At 8 p.m., we walked across the Stroget to Nyhavn, again enjoying the crowds, the street entertainers and the lively night life. Returning along the Stroget , we stopped and sat in the Radhus Plaza. It was a beautiful evening and the plaza was ablaze in corporate neon insignias. Many, many people were out and about. We stopped in to the Red Lion Pub, in our hotel, for a late beer. We then retired, once again, footsore and tired.
Thursday, August 6 - Copenhagen, Denmark
After breakfast, we walked over to the Radhus Plaza and caught the #30 bus to Dragor, a fishing village 10 miles south. It is a large marina for sailing vessels and a ferry stop to Malmo, Sweden. Most of the cottages are cobblestoned, with thatched roofs. It is very picturesque. The day was sunny and beautiful. Outside of town, we walked onto what appeared to be a large fishing, swimming pier, with secluded sections for sunbathing. It was a clothing optional, swimming place. We tried to be inconspicuous and left after a short time.

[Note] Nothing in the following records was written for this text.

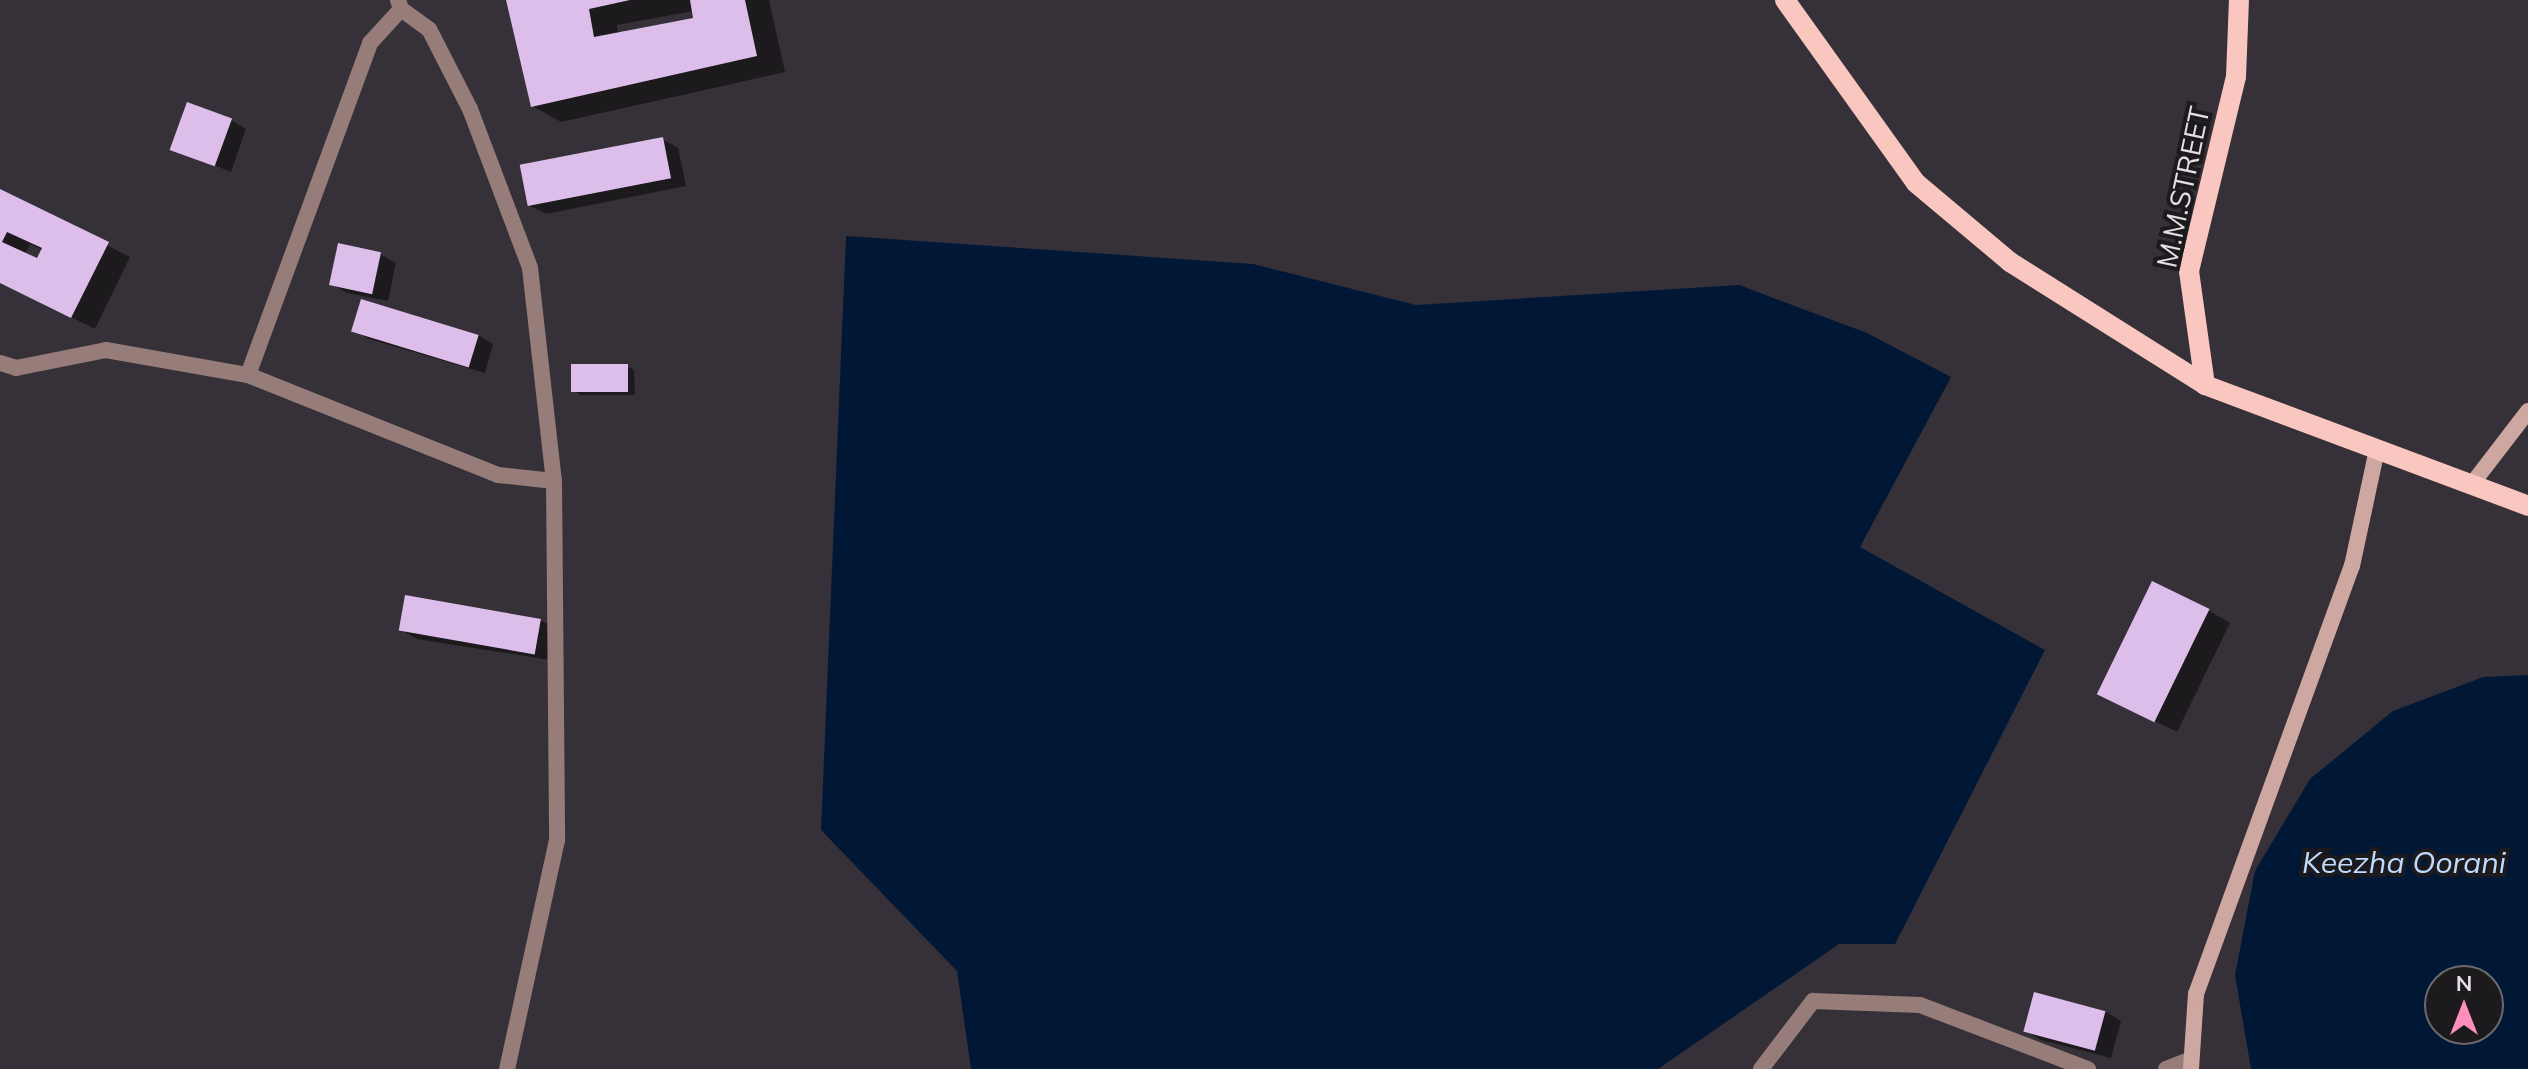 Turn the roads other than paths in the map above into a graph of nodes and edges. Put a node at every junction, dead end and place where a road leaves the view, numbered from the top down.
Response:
1 (1785, 0) edge
2 (2239, 0) edge
3 (400, 4) edge
4 (0, 363) edge
5 (248, 375) junction
6 (2205, 385) junction
7 (2528, 411) edge
8 (2377, 449) junction
9 (554, 481) junction
10 (2472, 484) junction
11 (2528, 506) edge
12 (2190, 1064) edge
13 (507, 1069) edge
14 (1761, 1069) edge
15 (2088, 1069) edge
16 (2166, 1069) edge

1 - 6 main road
2 - 6 main road, M.M.STREET
3 - 5 street
3 - 9 street
4 - 5 street
5 - 9 street
6 - 8 main road
7 - 10 street
8 - 10 main road
8 - 12 street
9 - 13 street
10 - 11 main road
12 - 16 street
14 - 15 street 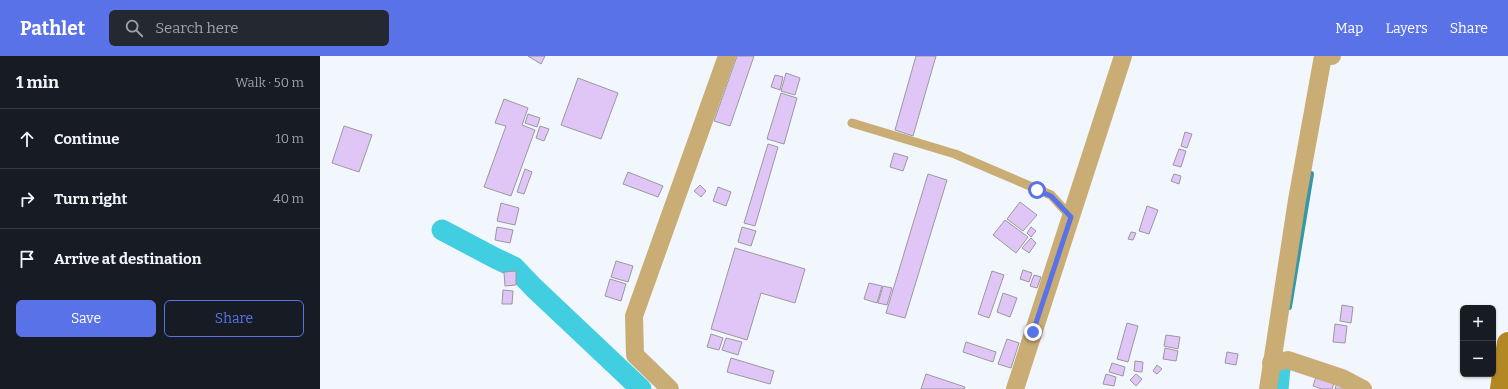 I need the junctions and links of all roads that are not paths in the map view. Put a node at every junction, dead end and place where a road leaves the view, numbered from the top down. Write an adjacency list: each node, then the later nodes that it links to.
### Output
1 (727, 56): 9 (street)
2 (1122, 56): 6 (street)
3 (1323, 56): 4 (street); 8 (street)
4 (1332, 56)
5 (852, 123): 6 (lane)
6 (1071, 217): 10 (street)
7 (1508, 343): 13 (street)
8 (1271, 363): 11 (street); 12 (street)
9 (670, 389)
10 (1015, 389)
11 (1268, 389)
12 (1364, 389)
13 (1501, 389) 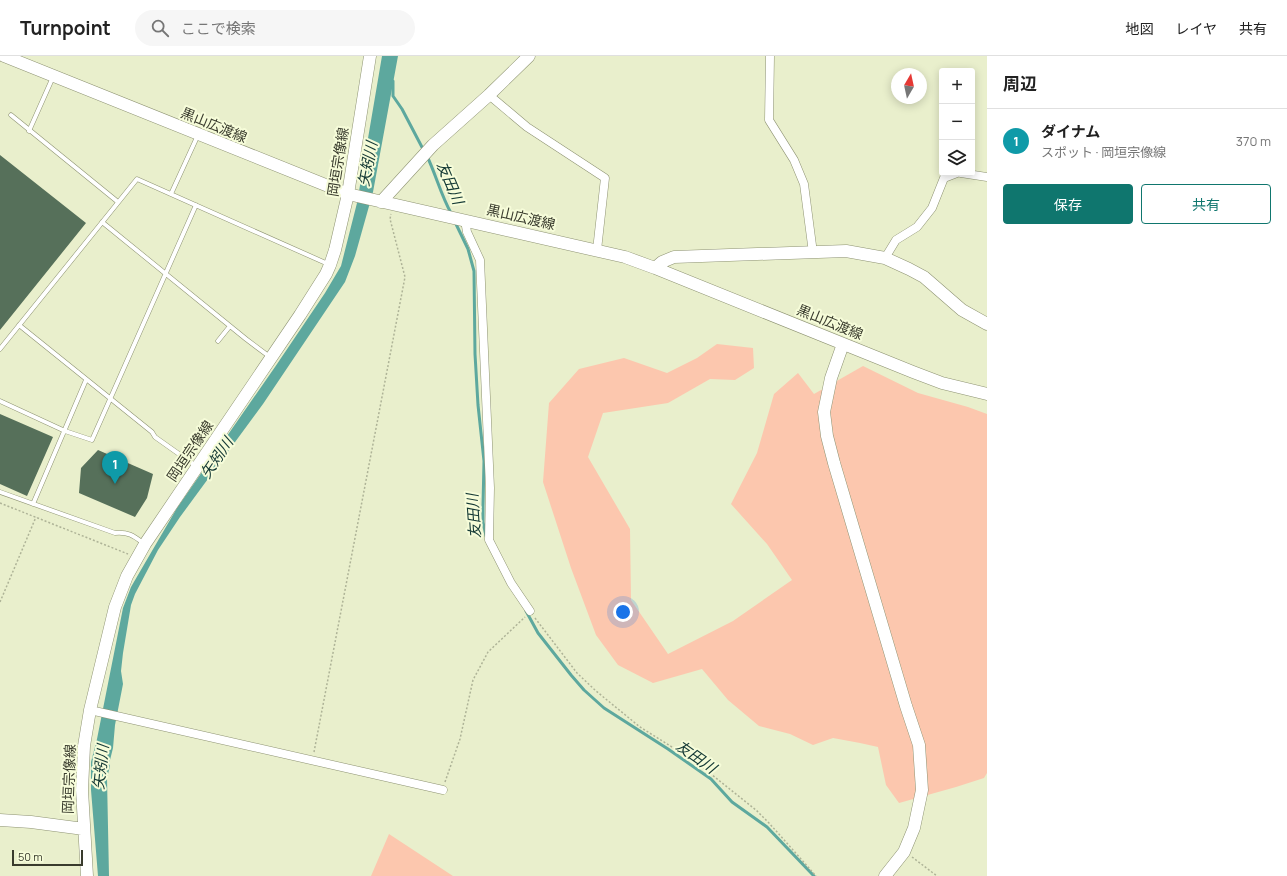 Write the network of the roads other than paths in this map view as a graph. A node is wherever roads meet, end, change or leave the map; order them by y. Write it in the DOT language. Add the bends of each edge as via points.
graph roads {
  1 [pos="4,56"];
  2 [pos="370,56"];
  3 [pos="529,56"];
  4 [pos="770,56"];
  5 [pos="54,76"];
  6 [pos="489,95"];
  7 [pos="11,115"];
  8 [pos="29,131"];
  9 [pos="198,135"];
  10 [pos="975,175"];
  11 [pos="949,176"];
  12 [pos="987,177"];
  13 [pos="171,194"];
  14 [pos="348,194"];
  15 [pos="118,202"];
  16 [pos="386,203"];
  17 [pos="196,205"];
  18 [pos="465,220"];
  19 [pos="102,222"];
  20 [pos="597,250"];
  21 [pos="813,253"];
  22 [pos="885,258"];
  23 [pos="330,265"];
  24 [pos="655,268"];
  25 [pos="165,273"];
  26 [pos="987,324"];
  27 [pos="19,325"];
  28 [pos="230,326"];
  29 [pos="218,341"];
  30 [pos="843,344"];
  31 [pos="0,349"];
  32 [pos="271,357"];
  33 [pos="86,380"];
  34 [pos="987,394"];
  35 [pos="110,398"];
  36 [pos="0,401"];
  37 [pos="65,431"];
  38 [pos="198,467"];
  39 [pos="0,492"];
  40 [pos="32,504"];
  41 [pos="145,544"];
  42 [pos="530,611"];
  43 [pos="90,710"];
  44 [pos="442,790"];
  45 [pos="0,820"];
  46 [pos="84,829"];
  47 [pos="87,876"];
  48 [pos="885,876"];
  1 -- 5 [label="main road, 黒山広渡線"];
  2 -- 14 [label="main road, 岡垣宗像線"];
  3 -- 6 [label="main road"];
  4 -- 21 [label="street" via="769,120 794,160 804,184"];
  5 -- 8 [label="lane"];
  5 -- 9 [label="main road, 黒山広渡線"];
  6 -- 16 [label="main road" via="422,156"];
  6 -- 20 [label="street" via="527,127 604,178"];
  7 -- 8 [label="lane"];
  8 -- 15 [label="lane"];
  9 -- 13 [label="lane"];
  9 -- 14 [label="main road, 黒山広渡線"];
  10 -- 12 [label="street"];
  11 -- 22 [label="street" via="944,178 932,208 918,227 896,240"];
  13 -- 15 [label="lane" via="137,180"];
  13 -- 17 [label="lane"];
  14 -- 16 [label="main road, 黒山広渡線"];
  14 -- 23 [label="main road, 岡垣宗像線"];
  15 -- 19 [label="lane"];
  16 -- 18 [label="main road, 黒山広渡線"];
  17 -- 23 [label="lane"];
  17 -- 25 [label="lane"];
  18 -- 20 [label="main road, 黒山広渡線"];
  18 -- 42 [label="street" via="467,232 480,260 490,488 488,540 511,583"];
  19 -- 25 [label="lane"];
  19 -- 27 [label="lane"];
  20 -- 24 [label="main road, 黒山広渡線"];
  21 -- 22 [label="main road" via="846,251"];
  21 -- 24 [label="main road" via="674,257"];
  22 -- 26 [label="main road" via="924,277 962,310"];
  23 -- 32 [label="main road, 岡垣宗像線"];
  24 -- 30 [label="main road, 黒山広渡線"];
  25 -- 28 [label="lane"];
  25 -- 35 [label="lane"];
  27 -- 31 [label="lane"];
  27 -- 33 [label="lane"];
  28 -- 29 [label="lane"];
  28 -- 32 [label="lane"];
  30 -- 34 [label="main road, 黒山広渡線" via="942,383"];
  30 -- 48 [label="main road" via="831,378 824,412 827,436 919,745 922,790 914,828 904,852"];
  32 -- 38 [label="main road, 岡垣宗像線"];
  33 -- 35 [label="lane"];
  33 -- 37 [label="lane"];
  35 -- 37 [label="lane" via="92,440"];
  35 -- 38 [label="lane" via="155,437"];
  36 -- 37 [label="lane"];
  37 -- 40 [label="lane"];
  38 -- 41 [label="main road, 岡垣宗像線"];
  39 -- 40 [label="lane"];
  40 -- 41 [label="lane" via="114,533 132,534"];
  41 -- 43 [label="main road, 岡垣宗像線" via="120,591"];
  43 -- 44 [label="street"];
  43 -- 46 [label="main road, 岡垣宗像線" via="82,765"];
  45 -- 46 [label="main road"];
  46 -- 47 [label="main road, 岡垣宗像線"];
} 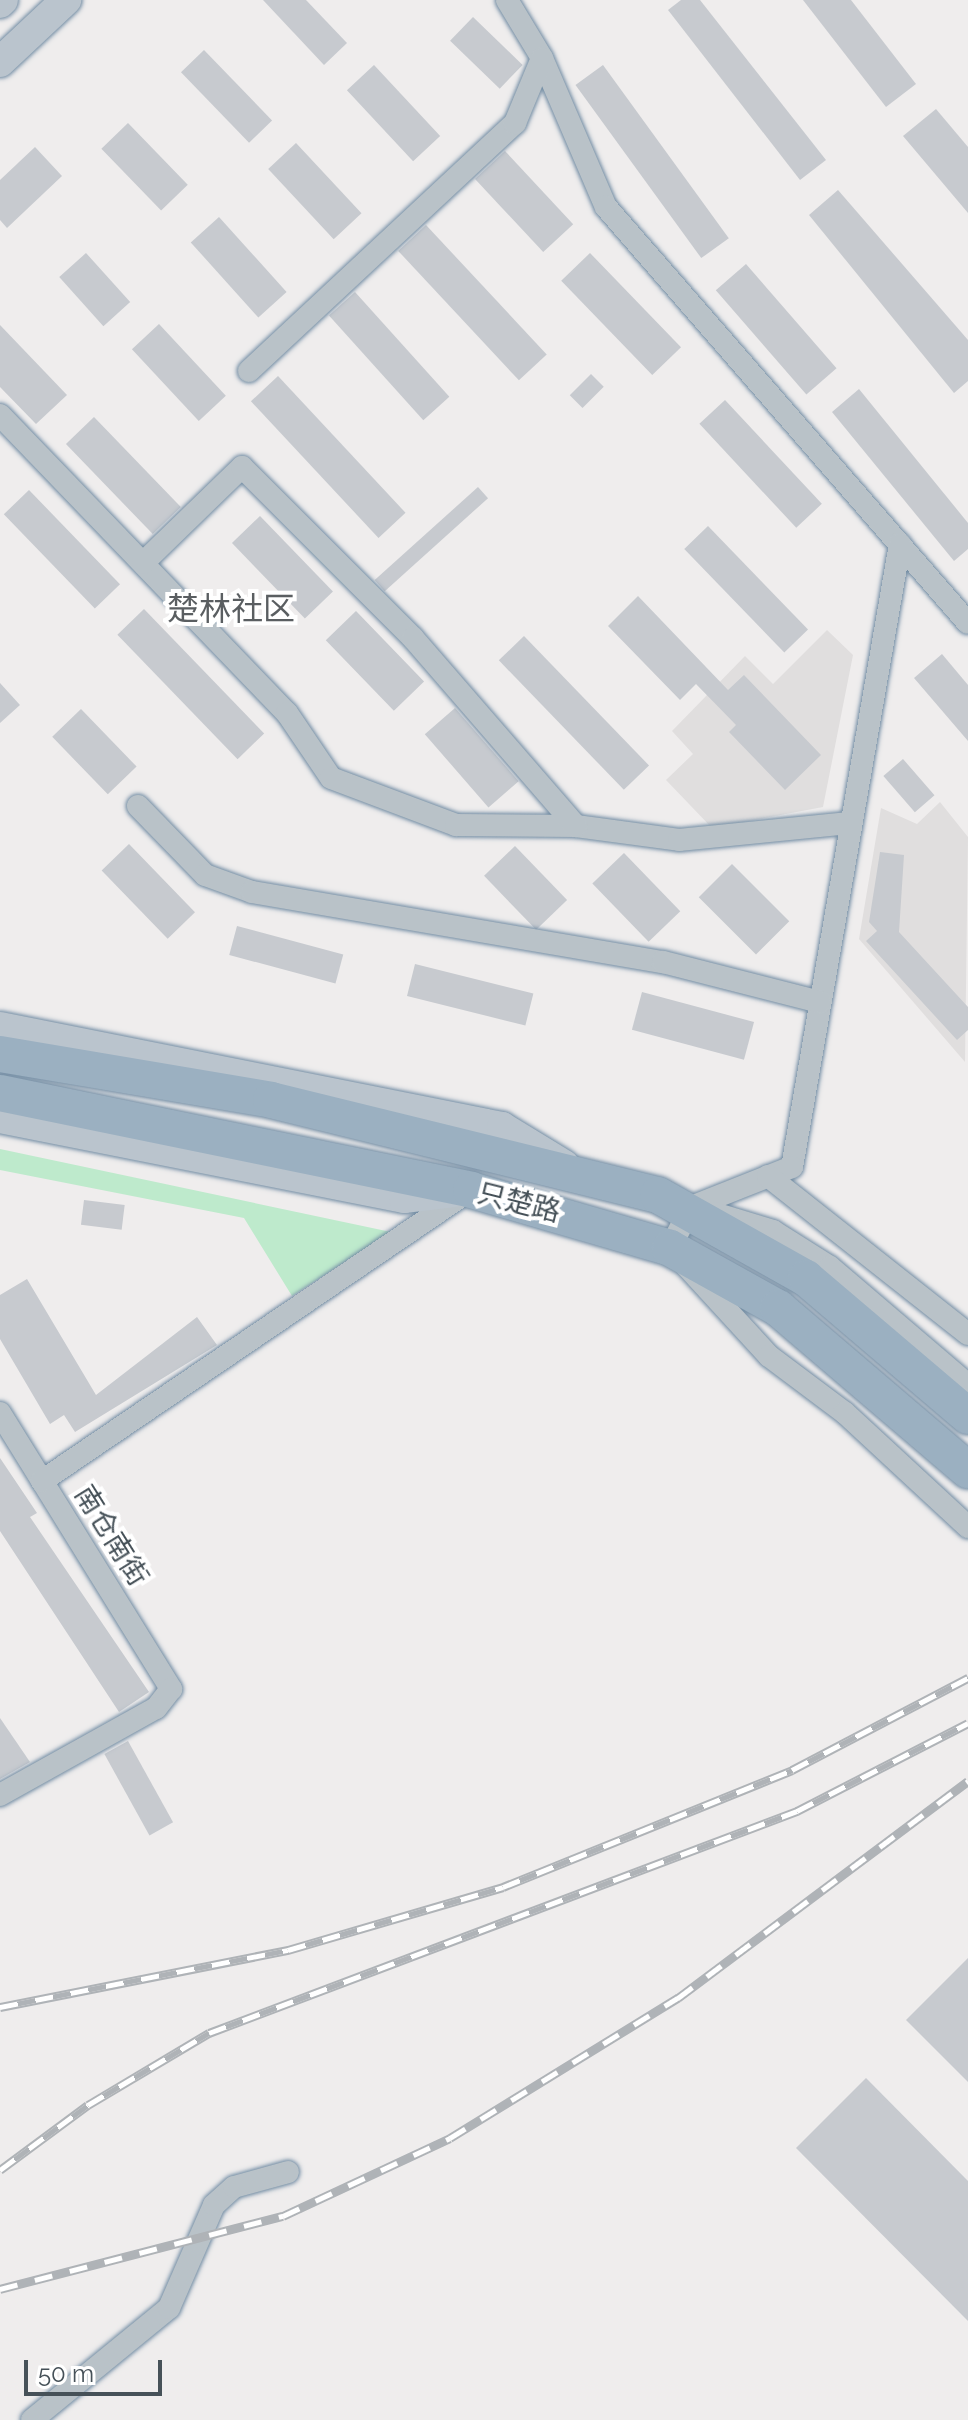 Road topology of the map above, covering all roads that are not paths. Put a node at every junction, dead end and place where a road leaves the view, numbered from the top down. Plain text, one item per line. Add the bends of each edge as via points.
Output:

We caught the 1 p.m. bus, for the 35 minute ride back to Copenhagen. Then, we walked through town to the Rosenborg Castle, previously mentioned . Inside, is a fabulous collection of furniture, china and assorted wealth. The Danish Crown Jewels, in the cellar vault, are truly impressive, rivaling England's or France's. It is a great stop. It was starting to cloud up, so we headed back to the Stroget area. We stopped at the Ristorante Italiano and had a great dinner, with wine. After dinner, we sat again in the Radhus Plaza and watched the throngs mill about.
Tired & footsore, we returned to the hotel to pack and ready for the flight to Oslo, Norway. Copenhagen is a charming, bustling old town with a lot to see and do. You should, however, have your wits about you when venturing forth.